══ Records for processing

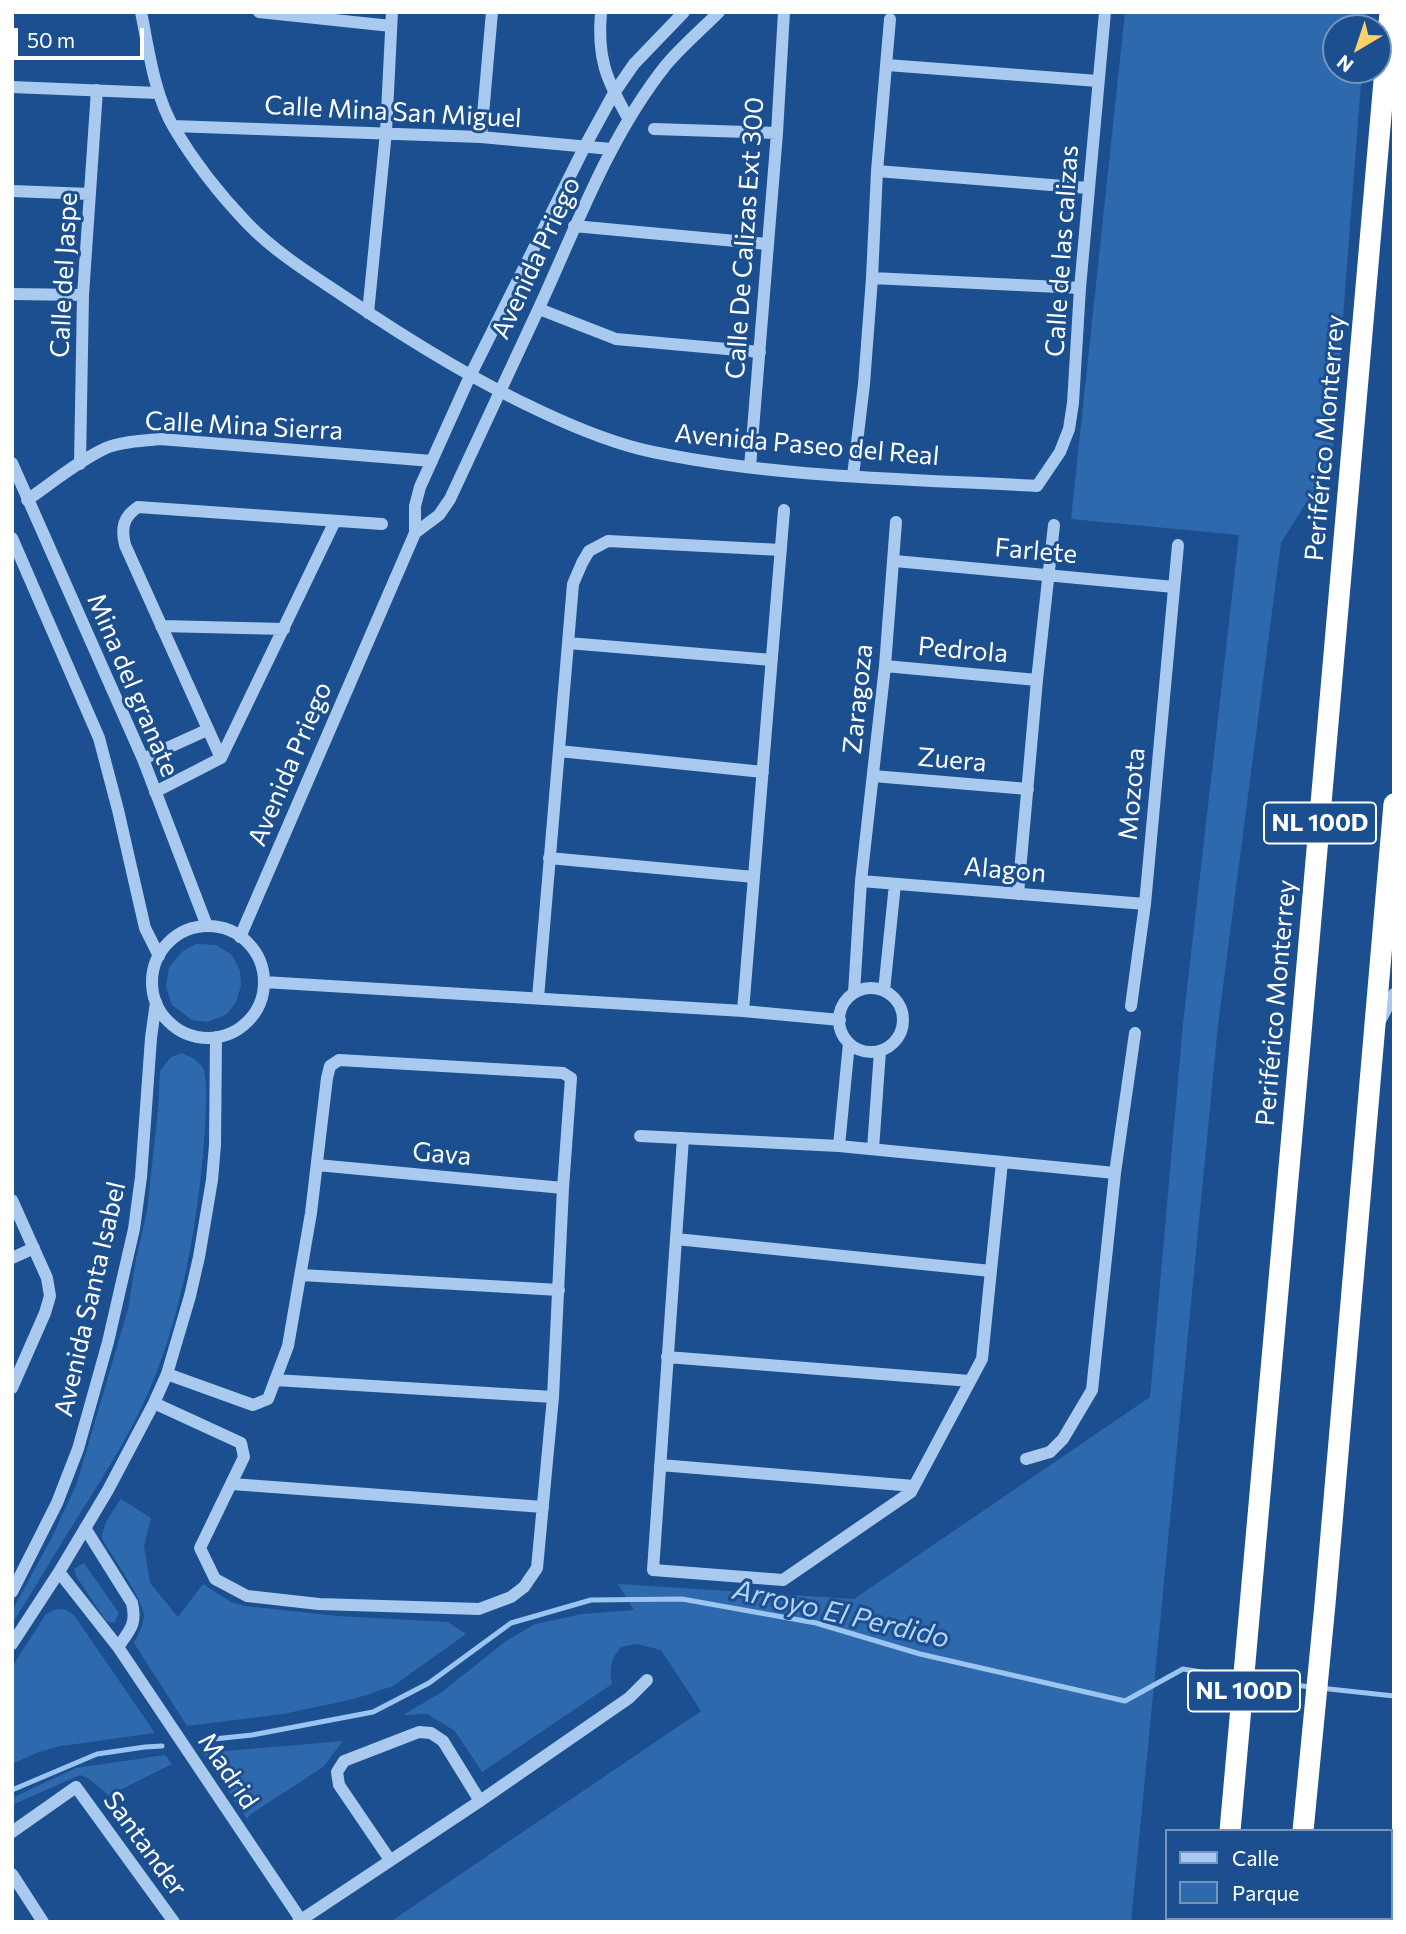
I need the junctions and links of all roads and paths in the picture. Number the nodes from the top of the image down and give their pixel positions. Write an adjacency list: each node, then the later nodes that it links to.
1 (141, 12): 17 (street, Avenida Paseo del Real)
2 (259, 12): 12 (street)
3 (392, 12): 12 (street)
4 (492, 12): 24 (street)
5 (601, 12): 18 (street)
6 (684, 12): 18 (street, Avenida Priego)
7 (719, 12): 19 (street, Avenida Priego)
8 (784, 12): 23 (street, Calle De Calizas Ext 300)
9 (1105, 12): 14 (street, Calle de las calizas)
10 (1390, 12): 133 (highway, Periférico Monterrey / NL 100D)
11 (890, 19): 13 (street)
12 (391, 26): 22 (street)
13 (887, 65): 14 (street); 27 (street)
14 (1098, 81): 28 (street, Calle de las calizas)
15 (12, 87): 16 (street)
16 (97, 90): 17 (street); 30 (street, Calle del Jaspe)
17 (158, 93): 20 (street, Avenida Paseo del Real)
18 (614, 93): 19 (street); 25 (street, Avenida Priego)
19 (628, 118): 26 (street, Avenida Priego)
20 (173, 126): 22 (street, Calle Mina San Miguel); 38 (street, Avenida Paseo del Real)
21 (654, 129): 23 (street)
22 (386, 132): 24 (street, Calle Mina San Miguel); 38 (street)
23 (777, 133): 32 (street, Calle De Calizas Ext 300)
24 (481, 137): 25 (street, Calle Mina San Miguel)
25 (585, 146): 26 (street, Calle Mina San Miguel); 40 (street, Avenida Priego)
26 (611, 149): 31 (street, Avenida Priego)
27 (877, 171): 28 (street); 33 (street)
28 (1088, 188): 34 (street, Calle de las calizas)
29 (12, 191): 30 (street)
30 (90, 194): 36 (street, Calle del Jaspe)
31 (574, 226): 32 (street); 37 (street, Avenida Priego)
32 (768, 244): 39 (street, Calle De Calizas Ext 300)
33 (872, 278): 34 (street); 46 (street)
34 (1080, 288): 47 (street, Calle de las calizas)
35 (12, 294): 36 (street)
36 (83, 295): 44 (street, Calle del Jaspe)
37 (539, 309): 39 (street); 41 (street, Avenida Priego)
38 (368, 313): 40 (street, Avenida Paseo del Real)
39 (760, 352): 45 (street, Calle De Calizas Ext 300)
40 (470, 376): 41 (street, Avenida Paseo del Real); 42 (street, Avenida Priego)
41 (499, 392): 45 (street, Avenida Paseo del Real); 54 (street, Avenida Priego)
42 (432, 461): 44 (street, Calle Mina Sierra); 54 (street, Avenida Priego)
43 (12, 464): 48 (street, Mina del granate)
44 (80, 464): 48 (street, Calle Mina Sierra)
45 (750, 467): 46 (street, Avenida Paseo del Real)
46 (853, 476): 47 (street, Avenida Paseo del Real)
47 (1037, 486)
48 (27, 500): 70 (street, Mina del granate)
49 (784, 510): 57 (street)
50 (335, 521): 52 (street); 61 (street); 62 (street)
51 (896, 522): 58 (street, Zaragoza)
52 (382, 524)
53 (1054, 525): 59 (street)
54 (415, 533): 83 (street, Avenida Priego)
55 (12, 538): 84 (street)
56 (1178, 545): 60 (street, Mozota)
57 (781, 550): 63 (street); 64 (street)
58 (895, 561): 59 (street, Farlete); 65 (street, Zaragoza)
59 (1050, 575): 60 (street, Farlete); 66 (street)
60 (1174, 587): 81 (street, Mozota)
61 (161, 626): 62 (street); 67 (street)
62 (284, 629): 69 (street)
63 (568, 643): 64 (street); 68 (street)
64 (772, 660): 71 (street)
65 (886, 666): 66 (street, Pedrola); 72 (street, Zaragoza)
66 (1037, 680): 73 (street)
67 (207, 730): 69 (street); 70 (street)
68 (559, 751): 71 (street); 76 (street)
69 (221, 758): 74 (street)
70 (143, 759): 74 (street, Mina del granate)
71 (763, 772): 77 (street)
72 (873, 776): 73 (street, Zuera); 78 (street, Zaragoza)
73 (1028, 789): 80 (street)
74 (155, 792): 82 (street, Mina del granate)
75 (1394, 804): 94 (highway, NL 100D)
76 (550, 858): 77 (street); 89 (street)
77 (754, 877): 92 (street)
78 (861, 881): 79 (street, Alagon); 87 (street, Zaragoza)
79 (895, 884): 80 (street, Alagon); 86 (street)
80 (1018, 894): 81 (street, Alagon)
81 (1145, 904): 91 (street, Mozota)
82 (207, 926): 83 (street); 84 (street)
83 (240, 937): 85 (street)
84 (159, 956): 90 (street)
85 (264, 982): 89 (street); 96 (street)
86 (884, 991): 87 (street); 98 (street)
87 (854, 993): 93 (street)
88 (1394, 993): 94 (street)
89 (538, 998): 92 (street)
90 (156, 1002): 96 (street); 128 (street, Avenida Santa Isabel)
91 (1131, 1006)
92 (743, 1011): 93 (street)
93 (840, 1020): 97 (street)
94 (1374, 1031): 134 (highway, NL 100D)
95 (1135, 1032): 105 (street)
96 (216, 1037): 115 (street)
97 (849, 1043): 98 (street); 101 (street)
98 (880, 1051): 102 (street)
99 (640, 1136): 100 (street)
100 (682, 1138): 101 (street); 108 (street)
101 (839, 1146): 102 (street)
102 (873, 1149): 103 (street)
103 (1002, 1162): 105 (street); 111 (street)
104 (317, 1165): 106 (street, Gava); 106 (street); 112 (street)
105 (1115, 1173): 121 (street)
106 (563, 1188): 113 (street)
107 (12, 1200): 109 (street)
108 (676, 1239): 111 (street); 114 (street)
109 (34, 1248): 110 (street); 118 (street)
110 (12, 1258)
111 (991, 1271): 117 (street)
112 (301, 1275): 113 (street); 116 (street)
113 (559, 1290): 119 (street)
114 (667, 1357): 117 (street); 122 (street)
115 (167, 1374): 116 (street); 120 (street)
116 (275, 1380): 119 (street)
117 (970, 1381): 124 (street)
118 (12, 1388)
119 (553, 1397): 125 (street)
120 (154, 1403): 123 (street); 126 (street)
121 (1026, 1459)
122 (660, 1465): 124 (street); 124 (street)
123 (232, 1484): 125 (street); 125 (street)
124 (914, 1486)
125 (543, 1507)
126 (85, 1528): 127 (street); 130 (street)
127 (59, 1572): 129 (street); 130 (street, Madrid)
128 (12, 1592)
129 (12, 1644)
130 (118, 1647): 138 (street, Madrid)
131 (648, 1680): 132 (street)
132 (480, 1801): 136 (street); 136 (street)
133 (1230, 1829)
134 (1303, 1829)
135 (12, 1832): 140 (street, Santander)
136 (390, 1860): 138 (street)
137 (12, 1874): 139 (street)
138 (300, 1921)
139 (43, 1922)
140 (174, 1922)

════

# [Exercise]
Each line above that contains "Sierra" must be copied out.

# [Response to this exercise]
42 (432, 461): 44 (street, Calle Mina Sierra); 54 (street, Avenida Priego)
44 (80, 464): 48 (street, Calle Mina Sierra)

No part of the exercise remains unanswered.